** Opening Recorded information block **

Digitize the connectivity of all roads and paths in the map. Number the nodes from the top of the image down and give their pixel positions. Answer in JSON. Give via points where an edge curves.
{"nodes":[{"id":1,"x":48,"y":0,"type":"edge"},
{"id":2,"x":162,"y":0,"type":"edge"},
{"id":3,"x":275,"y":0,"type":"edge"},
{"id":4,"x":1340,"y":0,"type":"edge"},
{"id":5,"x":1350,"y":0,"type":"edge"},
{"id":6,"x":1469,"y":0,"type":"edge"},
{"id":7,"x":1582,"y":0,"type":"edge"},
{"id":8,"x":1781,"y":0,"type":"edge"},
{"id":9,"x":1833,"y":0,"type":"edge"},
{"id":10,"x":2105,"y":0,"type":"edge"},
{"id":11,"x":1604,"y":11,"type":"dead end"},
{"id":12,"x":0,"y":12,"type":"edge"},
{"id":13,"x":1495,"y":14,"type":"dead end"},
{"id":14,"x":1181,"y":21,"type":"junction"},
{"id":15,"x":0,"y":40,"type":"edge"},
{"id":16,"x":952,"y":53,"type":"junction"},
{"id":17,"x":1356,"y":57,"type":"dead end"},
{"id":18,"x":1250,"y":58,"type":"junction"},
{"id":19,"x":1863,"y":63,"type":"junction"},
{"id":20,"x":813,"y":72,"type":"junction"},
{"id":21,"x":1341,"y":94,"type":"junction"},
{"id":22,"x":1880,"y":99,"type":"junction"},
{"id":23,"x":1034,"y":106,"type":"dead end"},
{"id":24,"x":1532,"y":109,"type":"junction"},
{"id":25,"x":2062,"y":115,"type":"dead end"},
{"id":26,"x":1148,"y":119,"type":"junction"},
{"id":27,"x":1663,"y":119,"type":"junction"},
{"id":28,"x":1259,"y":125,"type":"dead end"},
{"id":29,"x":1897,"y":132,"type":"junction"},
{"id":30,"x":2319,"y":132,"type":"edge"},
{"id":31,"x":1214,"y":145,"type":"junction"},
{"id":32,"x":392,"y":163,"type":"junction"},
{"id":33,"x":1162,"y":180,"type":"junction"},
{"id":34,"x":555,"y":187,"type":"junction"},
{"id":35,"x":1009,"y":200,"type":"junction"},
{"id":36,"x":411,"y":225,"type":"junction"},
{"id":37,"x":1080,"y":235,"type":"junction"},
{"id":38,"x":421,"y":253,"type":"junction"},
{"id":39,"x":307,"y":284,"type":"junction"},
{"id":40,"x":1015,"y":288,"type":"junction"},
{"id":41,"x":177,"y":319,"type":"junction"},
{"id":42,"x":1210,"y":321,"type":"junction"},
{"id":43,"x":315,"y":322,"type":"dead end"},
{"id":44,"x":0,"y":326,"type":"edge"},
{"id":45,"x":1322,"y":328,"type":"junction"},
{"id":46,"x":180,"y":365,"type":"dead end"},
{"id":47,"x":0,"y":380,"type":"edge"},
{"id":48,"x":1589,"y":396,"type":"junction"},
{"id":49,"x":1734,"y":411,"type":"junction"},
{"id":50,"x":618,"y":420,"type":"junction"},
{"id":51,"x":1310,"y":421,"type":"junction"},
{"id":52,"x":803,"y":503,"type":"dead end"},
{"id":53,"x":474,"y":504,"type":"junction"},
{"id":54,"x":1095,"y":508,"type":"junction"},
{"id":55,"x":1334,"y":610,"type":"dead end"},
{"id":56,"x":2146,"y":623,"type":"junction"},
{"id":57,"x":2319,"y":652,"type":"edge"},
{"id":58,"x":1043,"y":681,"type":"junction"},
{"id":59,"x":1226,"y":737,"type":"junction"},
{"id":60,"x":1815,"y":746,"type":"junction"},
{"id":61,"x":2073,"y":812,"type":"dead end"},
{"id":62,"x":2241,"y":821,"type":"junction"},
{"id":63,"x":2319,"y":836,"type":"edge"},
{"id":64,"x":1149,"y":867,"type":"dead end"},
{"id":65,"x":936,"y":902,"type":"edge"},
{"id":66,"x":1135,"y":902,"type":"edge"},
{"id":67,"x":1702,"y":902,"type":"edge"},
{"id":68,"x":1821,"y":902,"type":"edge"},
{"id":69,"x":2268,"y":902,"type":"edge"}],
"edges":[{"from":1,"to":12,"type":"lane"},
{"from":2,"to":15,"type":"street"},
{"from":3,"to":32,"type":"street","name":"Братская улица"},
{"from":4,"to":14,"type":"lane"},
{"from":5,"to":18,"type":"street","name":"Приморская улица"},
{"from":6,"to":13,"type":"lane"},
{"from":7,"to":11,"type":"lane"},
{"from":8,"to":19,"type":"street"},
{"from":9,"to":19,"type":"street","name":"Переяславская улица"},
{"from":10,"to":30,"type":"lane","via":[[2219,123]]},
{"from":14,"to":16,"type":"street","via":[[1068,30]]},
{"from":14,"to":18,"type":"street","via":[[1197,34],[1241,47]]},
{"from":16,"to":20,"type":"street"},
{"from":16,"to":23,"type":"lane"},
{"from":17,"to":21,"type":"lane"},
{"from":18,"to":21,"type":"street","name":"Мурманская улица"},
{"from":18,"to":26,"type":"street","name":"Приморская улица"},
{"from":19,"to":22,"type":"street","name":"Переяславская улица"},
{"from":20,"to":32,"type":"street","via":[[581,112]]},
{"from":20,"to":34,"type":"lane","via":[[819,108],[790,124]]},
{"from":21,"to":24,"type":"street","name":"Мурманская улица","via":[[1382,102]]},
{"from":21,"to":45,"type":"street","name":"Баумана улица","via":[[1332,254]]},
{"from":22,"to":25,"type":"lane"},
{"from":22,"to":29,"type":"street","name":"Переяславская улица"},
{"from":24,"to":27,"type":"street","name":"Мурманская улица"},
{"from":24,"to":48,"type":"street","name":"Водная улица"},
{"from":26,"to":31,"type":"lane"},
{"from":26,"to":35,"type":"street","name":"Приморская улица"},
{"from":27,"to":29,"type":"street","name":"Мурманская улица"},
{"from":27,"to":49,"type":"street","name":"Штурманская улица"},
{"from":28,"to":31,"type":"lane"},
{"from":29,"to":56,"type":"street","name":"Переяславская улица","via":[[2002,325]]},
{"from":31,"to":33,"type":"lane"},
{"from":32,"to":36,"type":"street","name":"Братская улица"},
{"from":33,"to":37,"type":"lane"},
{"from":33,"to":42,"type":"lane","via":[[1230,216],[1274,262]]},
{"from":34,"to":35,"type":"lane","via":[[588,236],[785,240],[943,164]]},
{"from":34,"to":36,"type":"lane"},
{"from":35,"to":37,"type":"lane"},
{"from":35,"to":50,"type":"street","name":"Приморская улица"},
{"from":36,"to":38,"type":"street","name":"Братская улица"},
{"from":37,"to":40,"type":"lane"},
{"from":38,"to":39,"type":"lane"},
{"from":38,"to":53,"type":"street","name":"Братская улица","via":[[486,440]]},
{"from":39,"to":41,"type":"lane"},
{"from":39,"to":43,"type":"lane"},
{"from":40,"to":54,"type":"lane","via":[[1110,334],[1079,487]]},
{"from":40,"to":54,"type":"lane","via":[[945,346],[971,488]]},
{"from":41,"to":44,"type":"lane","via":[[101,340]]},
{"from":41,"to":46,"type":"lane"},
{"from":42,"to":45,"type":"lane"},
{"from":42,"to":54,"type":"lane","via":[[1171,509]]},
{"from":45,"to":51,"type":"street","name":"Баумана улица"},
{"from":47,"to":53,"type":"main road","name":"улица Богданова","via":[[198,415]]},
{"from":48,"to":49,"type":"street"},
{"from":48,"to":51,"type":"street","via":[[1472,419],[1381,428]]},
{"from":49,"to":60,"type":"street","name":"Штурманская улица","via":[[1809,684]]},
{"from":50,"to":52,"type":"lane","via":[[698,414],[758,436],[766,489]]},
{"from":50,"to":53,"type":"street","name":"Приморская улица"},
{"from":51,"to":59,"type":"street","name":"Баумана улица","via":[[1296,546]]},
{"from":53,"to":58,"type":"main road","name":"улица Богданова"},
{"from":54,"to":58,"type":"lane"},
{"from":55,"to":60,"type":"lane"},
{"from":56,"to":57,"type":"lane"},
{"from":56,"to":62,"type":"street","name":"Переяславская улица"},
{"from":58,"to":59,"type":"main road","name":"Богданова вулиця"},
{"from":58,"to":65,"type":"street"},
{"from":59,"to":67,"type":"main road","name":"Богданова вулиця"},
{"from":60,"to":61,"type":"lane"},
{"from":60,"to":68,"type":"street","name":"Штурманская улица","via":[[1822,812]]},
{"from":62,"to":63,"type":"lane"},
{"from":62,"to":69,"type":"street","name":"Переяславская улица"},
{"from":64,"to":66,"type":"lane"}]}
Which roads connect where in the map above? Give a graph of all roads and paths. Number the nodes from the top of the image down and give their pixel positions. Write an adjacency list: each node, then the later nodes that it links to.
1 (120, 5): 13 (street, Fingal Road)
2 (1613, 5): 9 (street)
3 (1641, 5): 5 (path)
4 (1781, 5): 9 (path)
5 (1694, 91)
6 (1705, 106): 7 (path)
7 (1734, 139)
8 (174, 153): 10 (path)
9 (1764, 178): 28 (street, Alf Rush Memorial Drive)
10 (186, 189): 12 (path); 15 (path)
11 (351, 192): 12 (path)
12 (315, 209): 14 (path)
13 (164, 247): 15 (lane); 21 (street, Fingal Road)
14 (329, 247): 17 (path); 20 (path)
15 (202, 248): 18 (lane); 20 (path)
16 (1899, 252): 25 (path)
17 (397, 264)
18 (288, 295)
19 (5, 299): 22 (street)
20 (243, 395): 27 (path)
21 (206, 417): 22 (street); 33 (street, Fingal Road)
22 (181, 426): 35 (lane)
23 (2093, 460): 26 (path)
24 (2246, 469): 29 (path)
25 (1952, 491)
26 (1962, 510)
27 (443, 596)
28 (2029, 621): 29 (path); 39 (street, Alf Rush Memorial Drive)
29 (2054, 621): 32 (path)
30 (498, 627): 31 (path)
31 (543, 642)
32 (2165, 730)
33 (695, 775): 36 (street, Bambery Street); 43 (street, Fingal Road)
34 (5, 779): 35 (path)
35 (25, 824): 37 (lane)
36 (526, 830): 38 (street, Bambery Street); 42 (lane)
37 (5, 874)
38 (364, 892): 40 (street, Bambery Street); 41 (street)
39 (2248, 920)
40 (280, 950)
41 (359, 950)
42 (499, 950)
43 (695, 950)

** Closing Recorded information block **

__Exercise prompt__: Say how many lines in the entries include the string "Богданова", and write nothing besides that number.

__Finished task__: 4